_Work item_
Please tally the lines of the records that contain "edges" and send back only the total.

==== Data for this task ====

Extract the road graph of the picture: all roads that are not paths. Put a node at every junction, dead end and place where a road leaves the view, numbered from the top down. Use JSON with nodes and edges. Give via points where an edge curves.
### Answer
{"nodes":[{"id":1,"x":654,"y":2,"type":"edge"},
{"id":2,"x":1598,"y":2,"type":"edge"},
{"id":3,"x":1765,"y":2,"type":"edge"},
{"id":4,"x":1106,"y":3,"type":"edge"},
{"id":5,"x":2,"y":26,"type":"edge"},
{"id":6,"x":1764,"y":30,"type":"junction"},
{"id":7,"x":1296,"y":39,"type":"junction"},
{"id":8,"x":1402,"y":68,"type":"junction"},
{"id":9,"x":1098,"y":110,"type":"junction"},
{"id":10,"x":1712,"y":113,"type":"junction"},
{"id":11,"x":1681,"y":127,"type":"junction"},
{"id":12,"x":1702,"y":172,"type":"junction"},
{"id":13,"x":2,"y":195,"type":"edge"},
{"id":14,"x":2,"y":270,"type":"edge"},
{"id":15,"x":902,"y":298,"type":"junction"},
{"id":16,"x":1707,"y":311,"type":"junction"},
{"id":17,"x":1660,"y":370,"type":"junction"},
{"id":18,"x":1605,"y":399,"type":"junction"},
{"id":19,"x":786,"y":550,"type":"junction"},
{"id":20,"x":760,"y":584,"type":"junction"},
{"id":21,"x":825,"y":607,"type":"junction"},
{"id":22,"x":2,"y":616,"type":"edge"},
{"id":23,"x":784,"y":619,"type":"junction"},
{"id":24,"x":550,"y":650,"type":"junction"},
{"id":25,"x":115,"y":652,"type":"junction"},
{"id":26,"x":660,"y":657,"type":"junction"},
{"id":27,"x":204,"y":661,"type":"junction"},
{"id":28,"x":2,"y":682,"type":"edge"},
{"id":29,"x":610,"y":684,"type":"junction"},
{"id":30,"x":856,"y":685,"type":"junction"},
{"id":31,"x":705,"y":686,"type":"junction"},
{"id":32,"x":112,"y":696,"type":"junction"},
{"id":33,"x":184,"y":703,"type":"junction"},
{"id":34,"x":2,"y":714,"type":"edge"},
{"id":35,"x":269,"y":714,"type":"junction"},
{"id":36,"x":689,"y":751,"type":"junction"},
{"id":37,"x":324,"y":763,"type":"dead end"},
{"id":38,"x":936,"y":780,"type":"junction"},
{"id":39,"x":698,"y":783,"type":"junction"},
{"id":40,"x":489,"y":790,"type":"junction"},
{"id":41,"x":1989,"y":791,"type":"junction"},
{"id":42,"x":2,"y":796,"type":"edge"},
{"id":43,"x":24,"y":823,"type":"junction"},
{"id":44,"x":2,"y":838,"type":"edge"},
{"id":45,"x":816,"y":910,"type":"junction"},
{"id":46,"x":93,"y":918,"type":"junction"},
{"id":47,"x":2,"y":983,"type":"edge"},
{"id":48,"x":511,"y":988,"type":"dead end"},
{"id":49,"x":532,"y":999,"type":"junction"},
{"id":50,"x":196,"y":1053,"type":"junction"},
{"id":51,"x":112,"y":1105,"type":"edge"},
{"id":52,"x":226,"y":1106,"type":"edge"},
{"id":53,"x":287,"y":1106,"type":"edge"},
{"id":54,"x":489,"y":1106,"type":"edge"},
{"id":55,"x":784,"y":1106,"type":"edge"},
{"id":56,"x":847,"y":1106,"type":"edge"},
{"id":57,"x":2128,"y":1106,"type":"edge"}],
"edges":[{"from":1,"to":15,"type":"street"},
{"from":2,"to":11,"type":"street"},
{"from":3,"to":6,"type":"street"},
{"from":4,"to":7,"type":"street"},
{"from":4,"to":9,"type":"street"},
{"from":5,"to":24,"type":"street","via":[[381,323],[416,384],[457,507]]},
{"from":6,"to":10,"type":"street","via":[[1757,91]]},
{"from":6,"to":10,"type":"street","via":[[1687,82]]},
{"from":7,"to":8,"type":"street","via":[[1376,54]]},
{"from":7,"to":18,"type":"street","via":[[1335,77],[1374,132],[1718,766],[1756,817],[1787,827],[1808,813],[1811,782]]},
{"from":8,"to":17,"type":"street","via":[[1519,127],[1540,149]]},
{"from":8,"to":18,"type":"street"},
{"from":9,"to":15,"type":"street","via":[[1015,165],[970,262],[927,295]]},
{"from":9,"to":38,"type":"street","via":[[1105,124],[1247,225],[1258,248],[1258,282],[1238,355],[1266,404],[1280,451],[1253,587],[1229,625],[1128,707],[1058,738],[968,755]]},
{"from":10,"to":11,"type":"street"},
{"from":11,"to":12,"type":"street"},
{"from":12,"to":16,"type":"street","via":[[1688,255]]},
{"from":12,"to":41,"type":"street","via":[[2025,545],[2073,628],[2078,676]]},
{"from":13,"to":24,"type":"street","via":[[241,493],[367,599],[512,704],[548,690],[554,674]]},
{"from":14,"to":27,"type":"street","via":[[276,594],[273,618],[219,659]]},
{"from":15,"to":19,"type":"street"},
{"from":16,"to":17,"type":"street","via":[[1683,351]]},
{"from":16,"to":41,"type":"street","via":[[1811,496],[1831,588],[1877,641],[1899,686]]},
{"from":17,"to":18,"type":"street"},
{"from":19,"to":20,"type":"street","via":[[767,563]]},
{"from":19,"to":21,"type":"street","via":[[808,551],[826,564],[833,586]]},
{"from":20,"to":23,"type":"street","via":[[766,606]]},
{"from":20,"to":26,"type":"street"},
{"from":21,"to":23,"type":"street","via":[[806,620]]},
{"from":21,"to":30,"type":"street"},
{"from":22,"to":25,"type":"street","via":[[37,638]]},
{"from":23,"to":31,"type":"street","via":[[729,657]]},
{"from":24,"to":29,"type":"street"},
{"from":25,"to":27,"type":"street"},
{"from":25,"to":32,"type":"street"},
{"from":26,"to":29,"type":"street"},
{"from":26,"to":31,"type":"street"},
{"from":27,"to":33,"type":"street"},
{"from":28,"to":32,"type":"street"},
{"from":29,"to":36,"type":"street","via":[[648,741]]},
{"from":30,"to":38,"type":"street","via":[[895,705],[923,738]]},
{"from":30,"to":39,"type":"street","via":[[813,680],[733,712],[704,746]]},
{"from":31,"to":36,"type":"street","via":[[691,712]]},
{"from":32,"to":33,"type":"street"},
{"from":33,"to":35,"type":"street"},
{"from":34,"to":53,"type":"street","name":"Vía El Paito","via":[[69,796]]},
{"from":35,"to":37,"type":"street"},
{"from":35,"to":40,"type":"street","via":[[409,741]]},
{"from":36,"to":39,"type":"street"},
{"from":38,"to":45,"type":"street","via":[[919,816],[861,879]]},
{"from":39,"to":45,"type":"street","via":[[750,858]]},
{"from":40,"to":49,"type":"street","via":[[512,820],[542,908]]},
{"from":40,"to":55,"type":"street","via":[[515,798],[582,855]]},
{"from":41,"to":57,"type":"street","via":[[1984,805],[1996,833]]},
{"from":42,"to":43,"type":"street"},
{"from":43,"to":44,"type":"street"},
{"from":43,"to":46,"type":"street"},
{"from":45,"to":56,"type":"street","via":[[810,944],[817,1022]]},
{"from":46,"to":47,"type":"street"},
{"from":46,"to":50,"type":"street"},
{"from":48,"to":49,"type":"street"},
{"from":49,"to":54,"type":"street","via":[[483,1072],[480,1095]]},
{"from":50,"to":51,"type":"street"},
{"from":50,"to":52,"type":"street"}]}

====

_Result_
2